— What is needed —
Determine the number of lines below that contain "Right". Write nothing but that number.

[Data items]
----------------------------------------

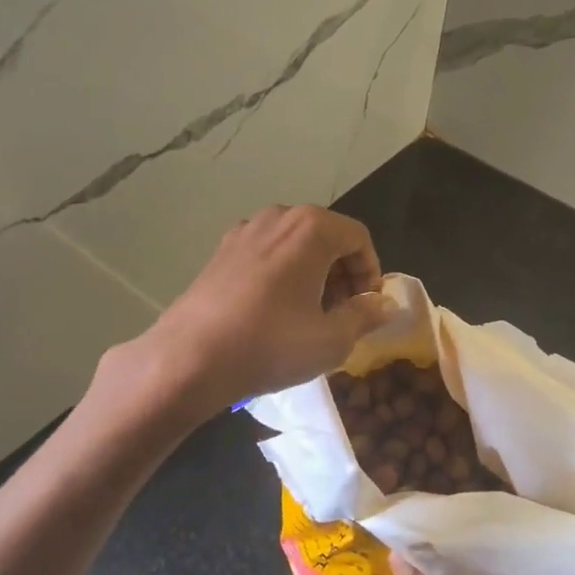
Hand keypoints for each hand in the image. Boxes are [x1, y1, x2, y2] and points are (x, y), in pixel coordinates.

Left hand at [131, 204, 392, 421]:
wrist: (189, 358)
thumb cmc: (270, 344)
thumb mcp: (332, 339)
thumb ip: (366, 315)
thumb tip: (385, 304)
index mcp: (312, 227)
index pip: (359, 238)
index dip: (371, 273)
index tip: (366, 308)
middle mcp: (279, 217)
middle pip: (327, 237)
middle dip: (342, 273)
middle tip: (342, 314)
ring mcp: (245, 230)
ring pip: (296, 245)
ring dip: (313, 274)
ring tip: (310, 315)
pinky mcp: (221, 251)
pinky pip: (268, 253)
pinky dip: (283, 274)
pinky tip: (274, 311)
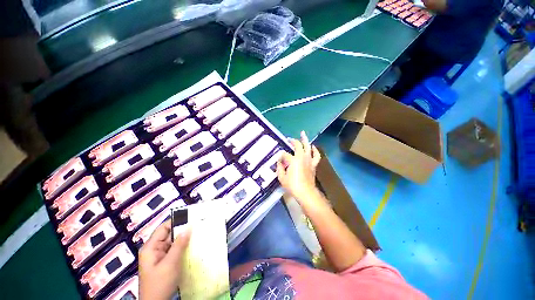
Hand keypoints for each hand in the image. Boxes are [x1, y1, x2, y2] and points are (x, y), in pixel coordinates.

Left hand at [139, 220, 190, 299]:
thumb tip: (189, 227)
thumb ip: (179, 245)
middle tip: (198, 224)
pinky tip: (193, 245)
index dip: (176, 221)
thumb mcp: (170, 263)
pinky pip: (175, 250)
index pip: (163, 228)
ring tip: (199, 233)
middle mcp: (154, 249)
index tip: (191, 217)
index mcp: (151, 247)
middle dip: (183, 230)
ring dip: (184, 239)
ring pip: (173, 243)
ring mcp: (160, 256)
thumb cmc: (160, 283)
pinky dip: (183, 247)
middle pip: (169, 235)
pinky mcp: (165, 262)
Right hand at [277, 131, 321, 204]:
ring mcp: (309, 160)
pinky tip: (313, 147)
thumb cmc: (292, 185)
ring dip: (305, 139)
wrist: (306, 192)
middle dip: (292, 141)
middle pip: (297, 145)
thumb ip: (279, 168)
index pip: (285, 154)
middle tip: (288, 139)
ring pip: (308, 146)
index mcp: (293, 160)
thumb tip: (279, 162)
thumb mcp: (281, 177)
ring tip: (303, 133)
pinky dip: (315, 150)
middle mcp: (301, 157)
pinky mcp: (313, 164)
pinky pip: (316, 155)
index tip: (278, 159)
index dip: (280, 156)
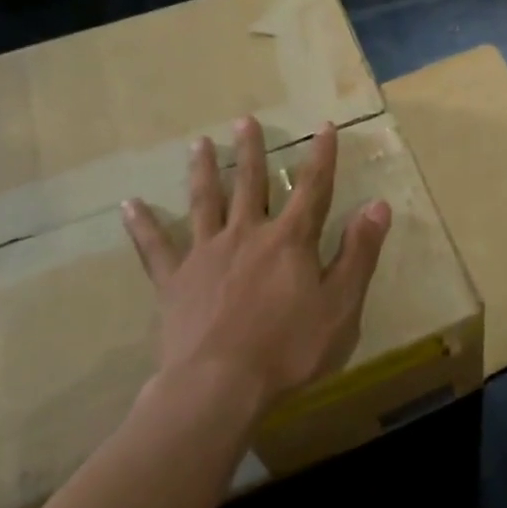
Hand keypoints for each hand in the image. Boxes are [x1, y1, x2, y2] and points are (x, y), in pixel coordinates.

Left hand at [121, 116, 391, 414]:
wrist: (219, 387)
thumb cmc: (290, 348)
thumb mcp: (342, 304)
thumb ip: (359, 252)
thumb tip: (378, 205)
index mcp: (290, 240)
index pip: (312, 188)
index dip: (322, 156)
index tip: (324, 127)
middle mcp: (247, 234)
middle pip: (250, 183)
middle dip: (251, 151)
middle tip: (244, 120)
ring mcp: (205, 255)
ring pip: (204, 202)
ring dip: (203, 171)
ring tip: (198, 143)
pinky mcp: (174, 281)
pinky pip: (155, 247)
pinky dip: (142, 225)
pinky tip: (128, 205)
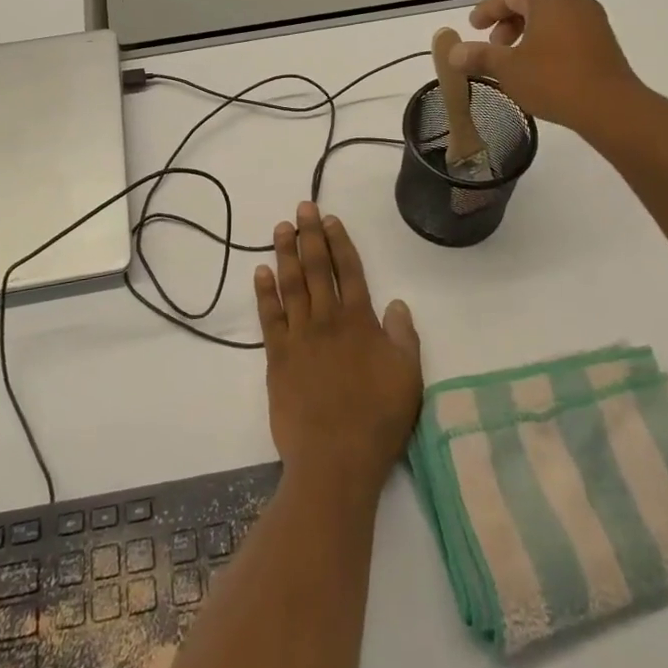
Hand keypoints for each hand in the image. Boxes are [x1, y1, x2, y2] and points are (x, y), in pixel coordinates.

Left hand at [255, 203, 422, 491]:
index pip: (350, 271)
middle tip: (302, 208)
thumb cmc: (378, 419)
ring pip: (291, 285)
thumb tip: (396, 303)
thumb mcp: (408, 377)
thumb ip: (403, 337)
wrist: (335, 459)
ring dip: (285, 254)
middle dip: (310, 235)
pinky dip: (264, 292)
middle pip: (317, 268)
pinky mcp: (277, 357)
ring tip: (280, 228)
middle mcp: (327, 320)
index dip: (340, 243)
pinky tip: (260, 273)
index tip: (330, 220)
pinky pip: (269, 317)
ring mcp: (299, 337)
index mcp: (359, 322)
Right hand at [448, 0, 645, 136]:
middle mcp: (573, 2)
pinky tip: (540, 68)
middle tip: (493, 45)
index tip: (473, 27)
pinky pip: (568, 31)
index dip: (488, 9)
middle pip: (533, 2)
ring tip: (514, 60)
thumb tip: (453, 52)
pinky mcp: (604, 42)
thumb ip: (479, 57)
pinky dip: (548, 41)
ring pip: (552, 17)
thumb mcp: (508, 69)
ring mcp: (593, 21)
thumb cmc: (554, 80)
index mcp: (548, 0)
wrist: (611, 107)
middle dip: (508, 21)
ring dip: (528, 32)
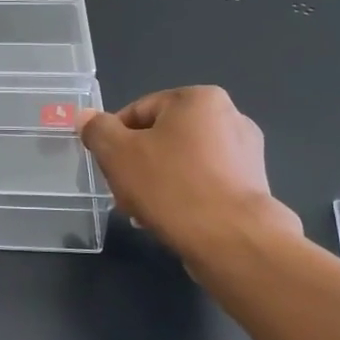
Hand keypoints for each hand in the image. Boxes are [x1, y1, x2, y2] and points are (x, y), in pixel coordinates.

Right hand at [77, 87, 299, 275]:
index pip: (139, 111)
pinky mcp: (253, 188)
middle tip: (122, 193)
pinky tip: (170, 220)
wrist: (232, 240)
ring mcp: (246, 154)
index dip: (114, 140)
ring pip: (182, 163)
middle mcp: (230, 117)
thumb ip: (97, 130)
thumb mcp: (117, 153)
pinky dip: (184, 197)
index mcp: (199, 99)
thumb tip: (86, 118)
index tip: (107, 168)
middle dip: (137, 165)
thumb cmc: (171, 185)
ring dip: (157, 183)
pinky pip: (204, 185)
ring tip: (143, 212)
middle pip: (161, 137)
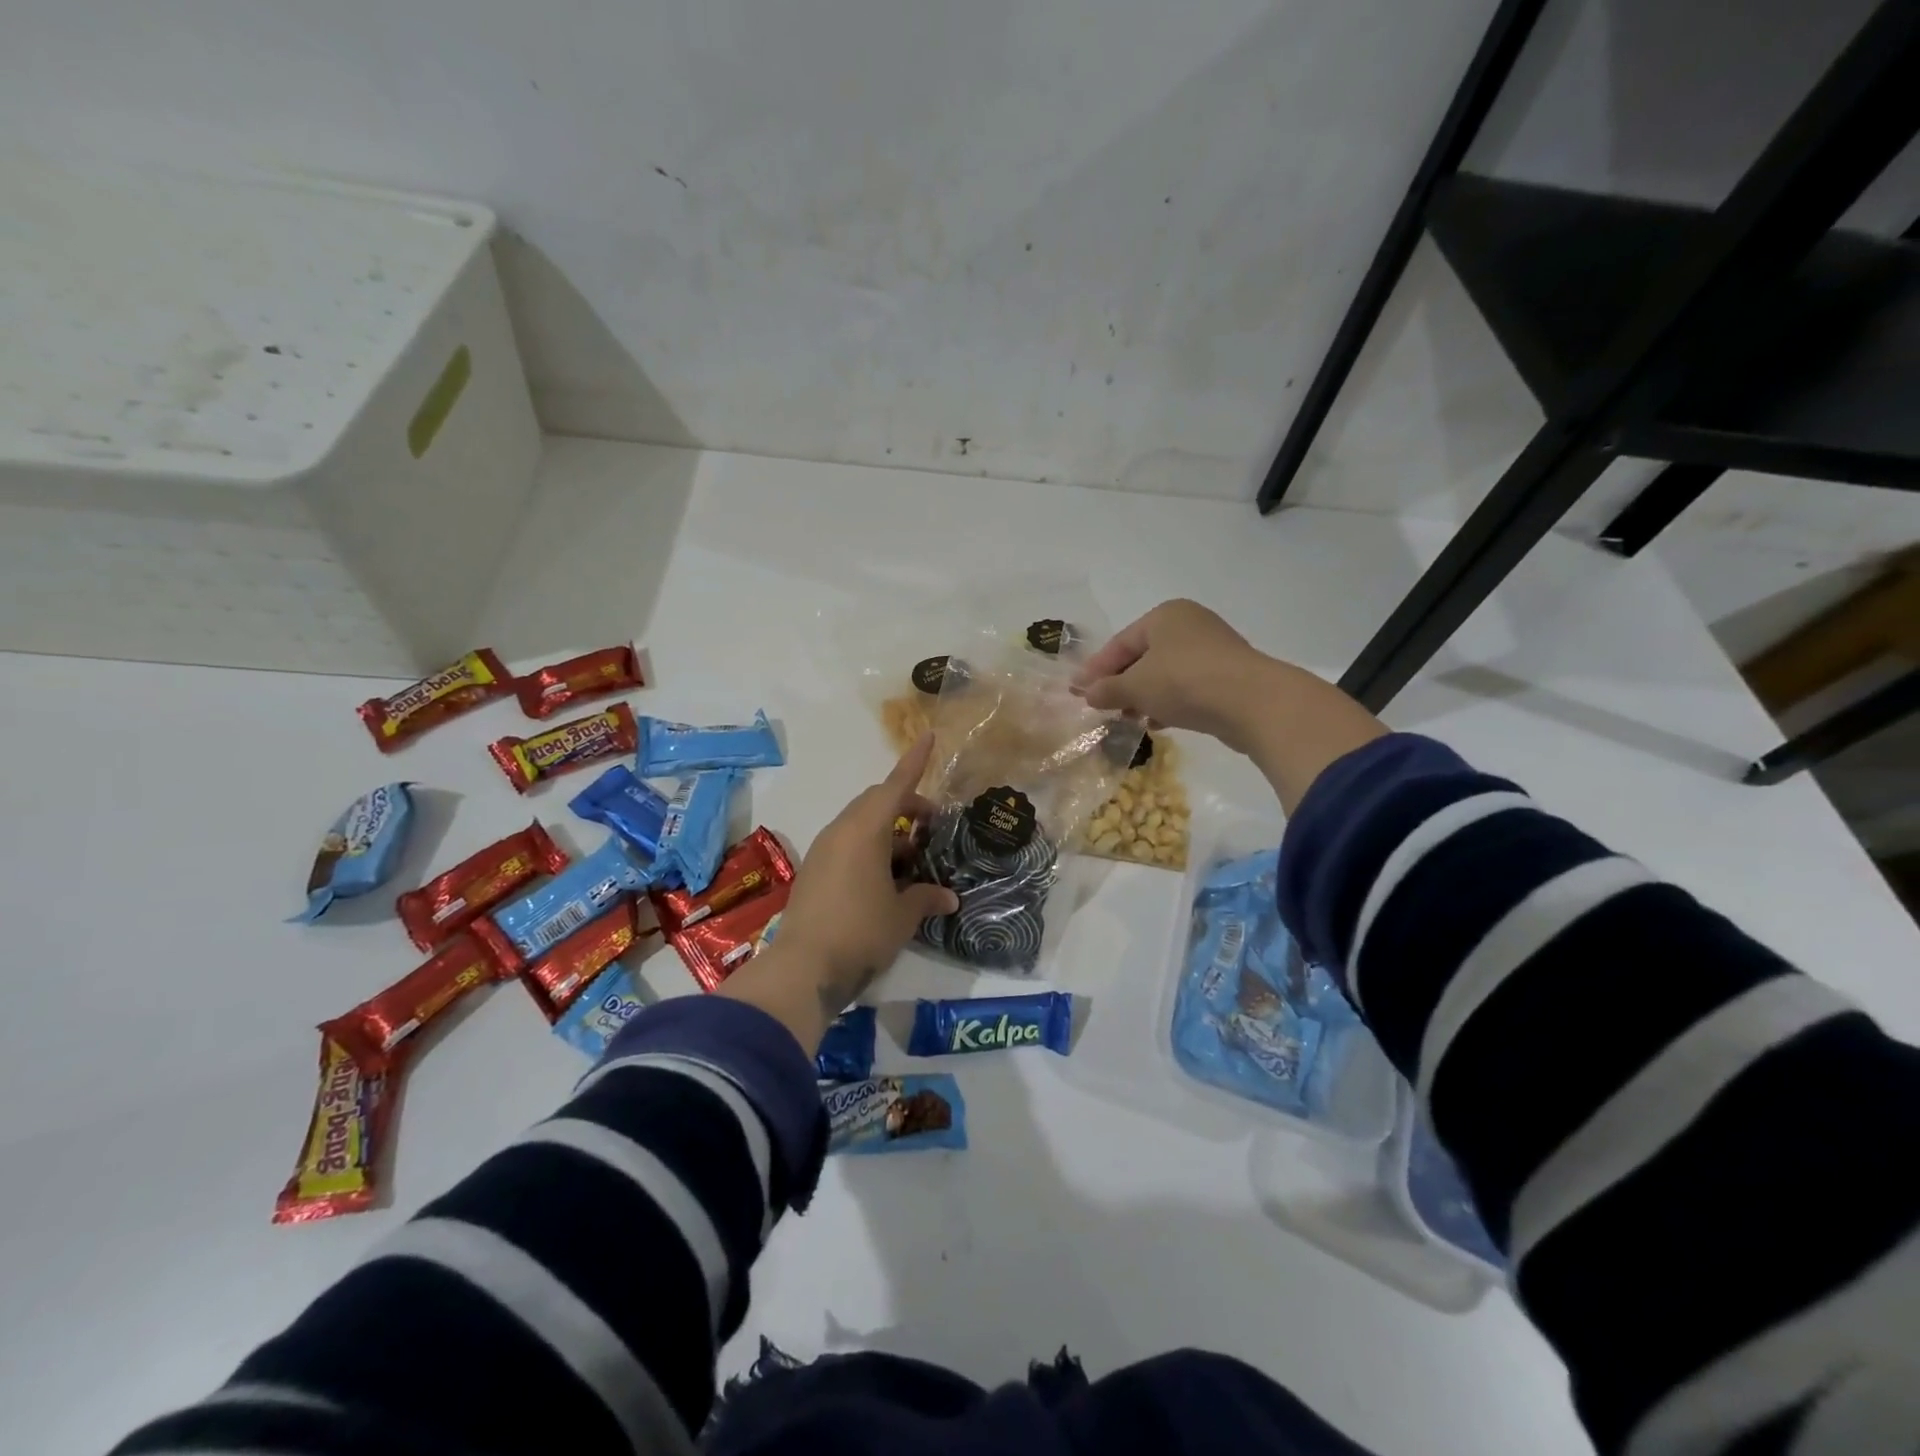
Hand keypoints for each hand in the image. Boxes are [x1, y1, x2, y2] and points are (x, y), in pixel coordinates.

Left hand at [716, 736, 957, 1048]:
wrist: (804, 968)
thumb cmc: (861, 931)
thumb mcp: (902, 915)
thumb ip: (926, 898)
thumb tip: (948, 897)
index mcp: (865, 829)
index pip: (895, 785)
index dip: (915, 761)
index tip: (929, 736)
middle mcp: (841, 831)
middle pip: (877, 802)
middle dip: (907, 807)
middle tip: (932, 827)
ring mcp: (824, 850)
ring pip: (861, 825)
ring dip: (889, 833)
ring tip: (914, 860)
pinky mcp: (814, 871)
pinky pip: (848, 845)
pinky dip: (871, 850)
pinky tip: (887, 880)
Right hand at [1076, 599, 1386, 811]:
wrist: (1252, 702)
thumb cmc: (1184, 682)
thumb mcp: (1136, 686)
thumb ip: (1107, 689)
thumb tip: (1086, 694)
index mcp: (1165, 615)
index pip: (1120, 643)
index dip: (1096, 669)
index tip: (1077, 692)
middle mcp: (1189, 625)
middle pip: (1142, 657)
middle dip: (1120, 684)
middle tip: (1100, 707)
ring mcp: (1212, 649)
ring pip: (1165, 673)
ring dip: (1143, 696)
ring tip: (1128, 719)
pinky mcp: (1228, 676)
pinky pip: (1187, 686)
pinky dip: (1168, 702)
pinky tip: (1158, 723)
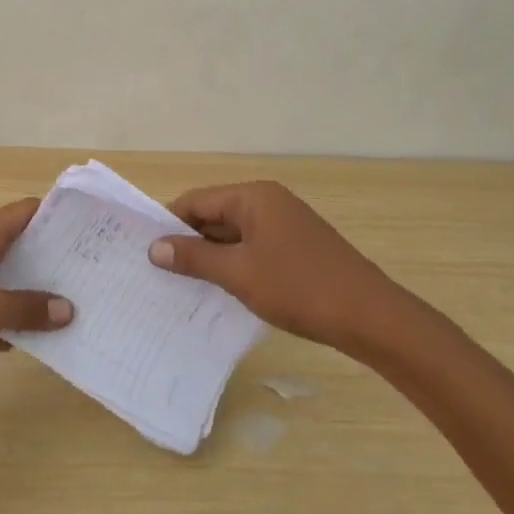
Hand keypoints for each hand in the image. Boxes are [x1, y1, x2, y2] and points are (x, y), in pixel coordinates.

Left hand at [0, 198, 73, 380]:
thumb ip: (28, 309)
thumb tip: (68, 308)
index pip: (28, 211)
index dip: (58, 216)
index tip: (89, 231)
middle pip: (19, 243)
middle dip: (50, 259)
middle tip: (87, 275)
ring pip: (1, 275)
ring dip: (26, 291)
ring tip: (64, 309)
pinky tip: (15, 343)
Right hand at [147, 180, 429, 352]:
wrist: (369, 316)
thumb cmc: (298, 287)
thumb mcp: (238, 273)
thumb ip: (194, 258)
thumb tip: (154, 247)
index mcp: (254, 197)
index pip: (197, 201)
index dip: (168, 223)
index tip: (144, 249)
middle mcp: (269, 203)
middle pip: (215, 215)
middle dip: (188, 242)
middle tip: (156, 271)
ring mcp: (286, 226)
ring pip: (234, 236)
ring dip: (210, 257)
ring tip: (180, 285)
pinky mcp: (297, 249)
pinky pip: (253, 249)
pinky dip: (234, 266)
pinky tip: (219, 290)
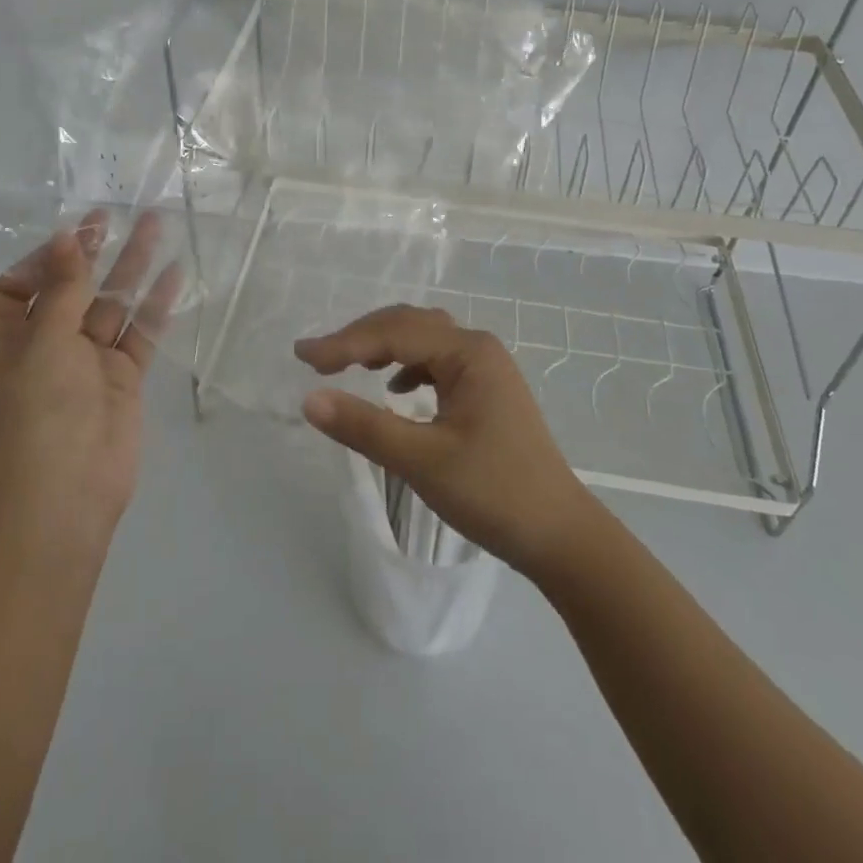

----------------------------------------

— Written answer —
5